Preparing for Cinepak compression
Cinepak processes QuickTime movies for display at a specified target playback rate of frames per second. Cinepak does not achieve the playback rate by discarding display information (dropping frames); instead, it dithers frames so that they can be displayed within the playback data rate. Sequences with large differences between frames (pans, zooms, and so on) are likely to be dithered by Cinepak.
Compressing animations
Compression of animation sequences is similar to QuickTime movie compression, with the same pluses and minuses:
- Constant backgrounds and colors compress well in Cinepak with QuickTime 1.6.2 or later.
- Slow color gradients don't compress well and sharp transitions might not compress cleanly.
When creating art for compression, render at 640 x 480 and resize to 320 x 240, using the recommended DeBabelizer resizer script (or other tool) to reduce aliasing of edges.

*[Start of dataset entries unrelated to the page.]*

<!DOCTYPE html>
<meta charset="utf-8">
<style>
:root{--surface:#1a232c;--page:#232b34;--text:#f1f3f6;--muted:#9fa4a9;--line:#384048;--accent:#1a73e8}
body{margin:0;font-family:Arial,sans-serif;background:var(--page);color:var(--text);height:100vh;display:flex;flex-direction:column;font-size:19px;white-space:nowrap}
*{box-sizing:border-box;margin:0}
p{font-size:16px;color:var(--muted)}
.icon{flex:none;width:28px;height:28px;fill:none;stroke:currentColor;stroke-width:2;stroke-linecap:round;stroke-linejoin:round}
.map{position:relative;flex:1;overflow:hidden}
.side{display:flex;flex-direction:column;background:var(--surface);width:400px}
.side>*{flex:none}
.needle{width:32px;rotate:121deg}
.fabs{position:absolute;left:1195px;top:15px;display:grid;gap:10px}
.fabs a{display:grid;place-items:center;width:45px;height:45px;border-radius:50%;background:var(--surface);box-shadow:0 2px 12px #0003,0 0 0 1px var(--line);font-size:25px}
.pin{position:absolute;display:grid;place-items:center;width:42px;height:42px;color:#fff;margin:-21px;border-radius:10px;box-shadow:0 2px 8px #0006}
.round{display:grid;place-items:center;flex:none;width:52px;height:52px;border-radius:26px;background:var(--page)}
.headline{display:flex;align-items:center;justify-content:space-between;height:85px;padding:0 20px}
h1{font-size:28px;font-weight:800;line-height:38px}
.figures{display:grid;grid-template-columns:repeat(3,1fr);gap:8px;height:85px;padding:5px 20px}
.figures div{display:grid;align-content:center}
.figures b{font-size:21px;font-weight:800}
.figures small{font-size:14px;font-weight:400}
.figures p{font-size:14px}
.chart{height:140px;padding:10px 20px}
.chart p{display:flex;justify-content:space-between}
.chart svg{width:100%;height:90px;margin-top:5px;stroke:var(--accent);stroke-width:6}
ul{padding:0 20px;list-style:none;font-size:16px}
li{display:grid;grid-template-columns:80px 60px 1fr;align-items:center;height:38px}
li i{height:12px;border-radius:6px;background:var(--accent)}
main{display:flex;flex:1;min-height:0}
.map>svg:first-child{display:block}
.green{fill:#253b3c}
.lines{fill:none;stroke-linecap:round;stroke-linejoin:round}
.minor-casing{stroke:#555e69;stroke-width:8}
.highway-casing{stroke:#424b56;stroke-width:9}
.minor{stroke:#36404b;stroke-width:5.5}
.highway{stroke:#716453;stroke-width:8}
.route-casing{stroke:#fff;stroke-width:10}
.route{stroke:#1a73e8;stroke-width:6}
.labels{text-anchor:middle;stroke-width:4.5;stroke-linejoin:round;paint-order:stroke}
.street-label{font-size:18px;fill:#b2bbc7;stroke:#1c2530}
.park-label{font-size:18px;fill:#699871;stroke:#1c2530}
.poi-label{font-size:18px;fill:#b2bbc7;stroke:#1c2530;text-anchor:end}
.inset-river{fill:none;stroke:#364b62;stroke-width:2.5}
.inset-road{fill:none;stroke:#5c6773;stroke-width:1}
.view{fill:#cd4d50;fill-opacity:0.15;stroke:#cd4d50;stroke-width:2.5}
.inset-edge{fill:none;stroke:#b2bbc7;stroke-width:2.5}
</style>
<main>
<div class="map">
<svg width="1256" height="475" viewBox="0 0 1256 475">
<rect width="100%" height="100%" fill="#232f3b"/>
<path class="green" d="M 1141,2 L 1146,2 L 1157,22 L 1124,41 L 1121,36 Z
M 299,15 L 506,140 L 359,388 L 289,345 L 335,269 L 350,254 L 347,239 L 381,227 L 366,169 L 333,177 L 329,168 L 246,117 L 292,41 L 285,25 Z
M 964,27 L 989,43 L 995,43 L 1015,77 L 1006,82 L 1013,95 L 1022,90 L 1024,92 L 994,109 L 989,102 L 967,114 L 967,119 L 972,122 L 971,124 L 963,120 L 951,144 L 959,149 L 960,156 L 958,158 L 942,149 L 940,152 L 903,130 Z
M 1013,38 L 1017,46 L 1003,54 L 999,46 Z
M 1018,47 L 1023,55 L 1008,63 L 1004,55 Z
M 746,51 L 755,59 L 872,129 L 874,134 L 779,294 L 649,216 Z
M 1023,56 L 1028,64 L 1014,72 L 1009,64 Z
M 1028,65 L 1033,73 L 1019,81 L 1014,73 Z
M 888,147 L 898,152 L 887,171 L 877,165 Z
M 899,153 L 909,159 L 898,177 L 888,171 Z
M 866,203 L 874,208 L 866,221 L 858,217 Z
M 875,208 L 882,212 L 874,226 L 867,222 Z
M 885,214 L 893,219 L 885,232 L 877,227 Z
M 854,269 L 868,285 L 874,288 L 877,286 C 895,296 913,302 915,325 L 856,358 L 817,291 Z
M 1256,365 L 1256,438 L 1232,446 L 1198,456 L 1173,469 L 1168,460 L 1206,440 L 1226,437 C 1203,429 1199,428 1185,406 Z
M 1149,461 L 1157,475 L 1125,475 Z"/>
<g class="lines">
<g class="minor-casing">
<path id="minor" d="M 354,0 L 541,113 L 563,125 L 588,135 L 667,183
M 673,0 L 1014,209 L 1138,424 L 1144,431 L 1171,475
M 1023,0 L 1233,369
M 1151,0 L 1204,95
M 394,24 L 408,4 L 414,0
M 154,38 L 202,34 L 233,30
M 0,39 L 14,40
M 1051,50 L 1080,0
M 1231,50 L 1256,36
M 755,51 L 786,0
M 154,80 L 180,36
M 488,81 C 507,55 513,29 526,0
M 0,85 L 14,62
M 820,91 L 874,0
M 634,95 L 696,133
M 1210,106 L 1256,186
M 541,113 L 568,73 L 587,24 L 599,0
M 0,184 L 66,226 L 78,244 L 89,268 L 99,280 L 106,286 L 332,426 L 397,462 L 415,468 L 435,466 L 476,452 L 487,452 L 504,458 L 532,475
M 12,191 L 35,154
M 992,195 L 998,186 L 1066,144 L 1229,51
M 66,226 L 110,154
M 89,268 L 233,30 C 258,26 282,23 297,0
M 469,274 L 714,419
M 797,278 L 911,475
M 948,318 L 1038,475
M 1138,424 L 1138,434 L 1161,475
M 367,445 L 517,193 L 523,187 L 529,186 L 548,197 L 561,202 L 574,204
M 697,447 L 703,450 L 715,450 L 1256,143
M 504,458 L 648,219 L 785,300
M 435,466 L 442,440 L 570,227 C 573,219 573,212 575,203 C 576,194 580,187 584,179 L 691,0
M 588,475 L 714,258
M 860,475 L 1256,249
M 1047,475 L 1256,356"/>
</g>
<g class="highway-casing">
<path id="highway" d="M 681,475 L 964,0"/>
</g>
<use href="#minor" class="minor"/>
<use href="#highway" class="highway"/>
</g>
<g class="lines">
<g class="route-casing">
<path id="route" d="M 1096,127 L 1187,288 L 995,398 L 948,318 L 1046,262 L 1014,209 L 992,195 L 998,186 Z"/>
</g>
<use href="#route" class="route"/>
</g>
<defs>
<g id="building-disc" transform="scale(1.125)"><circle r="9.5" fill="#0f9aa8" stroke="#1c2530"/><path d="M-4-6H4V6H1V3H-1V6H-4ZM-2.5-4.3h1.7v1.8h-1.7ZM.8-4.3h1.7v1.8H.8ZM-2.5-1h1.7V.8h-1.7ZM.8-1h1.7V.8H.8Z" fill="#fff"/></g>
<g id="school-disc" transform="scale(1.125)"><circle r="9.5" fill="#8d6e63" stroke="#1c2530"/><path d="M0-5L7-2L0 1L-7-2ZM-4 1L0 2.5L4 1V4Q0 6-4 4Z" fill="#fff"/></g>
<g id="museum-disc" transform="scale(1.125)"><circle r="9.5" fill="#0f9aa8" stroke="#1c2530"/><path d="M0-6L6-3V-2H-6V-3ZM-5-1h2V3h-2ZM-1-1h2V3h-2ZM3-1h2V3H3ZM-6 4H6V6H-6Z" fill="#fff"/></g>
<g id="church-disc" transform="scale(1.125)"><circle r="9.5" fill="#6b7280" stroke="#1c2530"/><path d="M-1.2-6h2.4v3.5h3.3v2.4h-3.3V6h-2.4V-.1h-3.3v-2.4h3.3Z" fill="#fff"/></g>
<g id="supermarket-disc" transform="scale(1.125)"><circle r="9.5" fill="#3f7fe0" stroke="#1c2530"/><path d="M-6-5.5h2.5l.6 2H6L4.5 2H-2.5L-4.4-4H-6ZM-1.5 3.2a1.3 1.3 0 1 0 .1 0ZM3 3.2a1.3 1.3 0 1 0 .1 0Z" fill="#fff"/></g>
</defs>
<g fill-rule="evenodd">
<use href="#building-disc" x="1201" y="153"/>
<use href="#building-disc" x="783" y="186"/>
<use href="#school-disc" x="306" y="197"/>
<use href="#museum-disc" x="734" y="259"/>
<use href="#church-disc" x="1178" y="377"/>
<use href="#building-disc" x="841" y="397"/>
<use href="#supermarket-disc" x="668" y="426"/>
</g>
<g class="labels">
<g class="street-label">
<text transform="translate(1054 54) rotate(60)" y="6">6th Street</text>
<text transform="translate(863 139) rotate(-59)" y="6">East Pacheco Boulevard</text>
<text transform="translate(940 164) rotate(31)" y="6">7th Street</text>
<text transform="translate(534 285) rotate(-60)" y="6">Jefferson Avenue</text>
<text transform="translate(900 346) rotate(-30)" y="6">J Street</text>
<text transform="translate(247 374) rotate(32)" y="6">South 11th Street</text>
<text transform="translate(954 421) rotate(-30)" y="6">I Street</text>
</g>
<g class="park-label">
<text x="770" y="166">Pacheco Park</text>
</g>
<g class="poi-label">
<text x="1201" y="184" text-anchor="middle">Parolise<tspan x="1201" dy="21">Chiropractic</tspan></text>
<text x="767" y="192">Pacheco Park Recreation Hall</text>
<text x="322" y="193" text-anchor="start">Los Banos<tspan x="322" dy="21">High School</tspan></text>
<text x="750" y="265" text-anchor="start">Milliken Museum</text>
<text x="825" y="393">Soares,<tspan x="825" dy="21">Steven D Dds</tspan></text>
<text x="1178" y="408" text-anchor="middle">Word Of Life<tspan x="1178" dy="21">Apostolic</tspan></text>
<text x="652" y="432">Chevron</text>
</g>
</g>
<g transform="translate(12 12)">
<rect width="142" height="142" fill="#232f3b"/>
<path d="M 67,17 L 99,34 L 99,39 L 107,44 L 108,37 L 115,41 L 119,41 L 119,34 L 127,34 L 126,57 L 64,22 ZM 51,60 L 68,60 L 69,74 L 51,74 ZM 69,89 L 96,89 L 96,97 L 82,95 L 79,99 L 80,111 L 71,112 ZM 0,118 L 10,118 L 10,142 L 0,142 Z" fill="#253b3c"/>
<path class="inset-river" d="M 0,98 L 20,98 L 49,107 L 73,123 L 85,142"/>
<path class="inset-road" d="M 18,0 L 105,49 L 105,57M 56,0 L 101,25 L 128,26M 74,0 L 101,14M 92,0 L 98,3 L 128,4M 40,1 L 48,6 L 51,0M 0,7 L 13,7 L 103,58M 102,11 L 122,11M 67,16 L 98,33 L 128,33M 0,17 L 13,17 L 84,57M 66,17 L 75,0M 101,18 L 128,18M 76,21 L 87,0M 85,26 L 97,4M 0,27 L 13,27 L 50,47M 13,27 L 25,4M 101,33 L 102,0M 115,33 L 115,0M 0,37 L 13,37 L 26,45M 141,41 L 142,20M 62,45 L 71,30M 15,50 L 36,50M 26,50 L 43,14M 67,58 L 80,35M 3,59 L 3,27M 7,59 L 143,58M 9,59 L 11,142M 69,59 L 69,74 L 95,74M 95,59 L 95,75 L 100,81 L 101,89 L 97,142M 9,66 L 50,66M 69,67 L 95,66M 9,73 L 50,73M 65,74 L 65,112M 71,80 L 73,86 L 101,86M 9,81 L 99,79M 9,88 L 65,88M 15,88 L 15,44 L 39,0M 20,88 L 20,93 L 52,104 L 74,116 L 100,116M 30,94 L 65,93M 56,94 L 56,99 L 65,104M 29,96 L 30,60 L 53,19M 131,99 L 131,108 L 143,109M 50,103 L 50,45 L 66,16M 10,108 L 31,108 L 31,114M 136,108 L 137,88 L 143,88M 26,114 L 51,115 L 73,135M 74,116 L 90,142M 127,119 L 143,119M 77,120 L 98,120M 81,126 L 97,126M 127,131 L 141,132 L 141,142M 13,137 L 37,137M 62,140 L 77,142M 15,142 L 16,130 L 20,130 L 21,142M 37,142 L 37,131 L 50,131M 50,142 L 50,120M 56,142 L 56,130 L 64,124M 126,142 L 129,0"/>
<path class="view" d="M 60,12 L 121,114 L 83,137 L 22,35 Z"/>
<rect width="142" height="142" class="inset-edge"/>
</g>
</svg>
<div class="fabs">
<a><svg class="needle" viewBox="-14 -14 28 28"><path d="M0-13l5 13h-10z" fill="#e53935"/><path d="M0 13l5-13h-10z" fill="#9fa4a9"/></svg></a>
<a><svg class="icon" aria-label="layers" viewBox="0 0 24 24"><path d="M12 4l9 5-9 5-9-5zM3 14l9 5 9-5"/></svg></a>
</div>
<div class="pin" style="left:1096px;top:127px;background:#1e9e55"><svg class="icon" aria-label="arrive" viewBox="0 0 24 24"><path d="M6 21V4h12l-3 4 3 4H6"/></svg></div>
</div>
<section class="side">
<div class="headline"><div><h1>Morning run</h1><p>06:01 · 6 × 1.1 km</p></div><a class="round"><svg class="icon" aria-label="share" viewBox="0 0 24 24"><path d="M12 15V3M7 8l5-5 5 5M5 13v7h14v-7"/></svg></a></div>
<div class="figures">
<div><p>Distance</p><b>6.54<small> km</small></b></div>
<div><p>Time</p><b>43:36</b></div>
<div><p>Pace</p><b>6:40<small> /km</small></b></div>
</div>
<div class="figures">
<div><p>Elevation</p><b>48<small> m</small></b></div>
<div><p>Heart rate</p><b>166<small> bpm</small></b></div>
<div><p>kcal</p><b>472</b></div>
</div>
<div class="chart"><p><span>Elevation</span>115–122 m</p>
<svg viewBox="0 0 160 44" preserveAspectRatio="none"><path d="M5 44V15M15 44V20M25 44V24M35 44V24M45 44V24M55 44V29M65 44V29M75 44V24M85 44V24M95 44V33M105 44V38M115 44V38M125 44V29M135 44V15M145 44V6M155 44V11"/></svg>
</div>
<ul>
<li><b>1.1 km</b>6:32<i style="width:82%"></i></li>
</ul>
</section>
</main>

Note that you can use 3DO Animator or the 3DO Custom Code module for DeBabelizer to convert an animation as a sequence of cels or as a QuickTime movie.
Eliminating noise
Regions of black and white pixels might contain variations in color below a normally detectable limit. Although these regions are static in the display, the unseen pixel noise increases the differences between frames. Some video processing tools, such as CoSA After Effects, allow you to convert all relatively "black" and relatively "white" pixels into pure black and pure white. Normalizing pixel regions (for example, converting an area of near black pixels to a uniform shade of black) within QuickTime movies improves the efficiency of Cinepak compression by reducing the pixel change rate between display frames.
Setting the data rate
The Apple conversion tools allow you to specify an optimum data rate on which they base their compression. The playback target data rate is the maximum rate at which the compressed video data can be read from the CD-ROM drive. Although the CD-ROM drive in the 3DO Interactive Multiplayer has a theoretical maximum data rate of 300 kilobytes per second, 200 - 250 kilobytes per second is the maximum range for video. Audio data requires between 40 and 100 kilobytes per second of the CD-ROM data stream.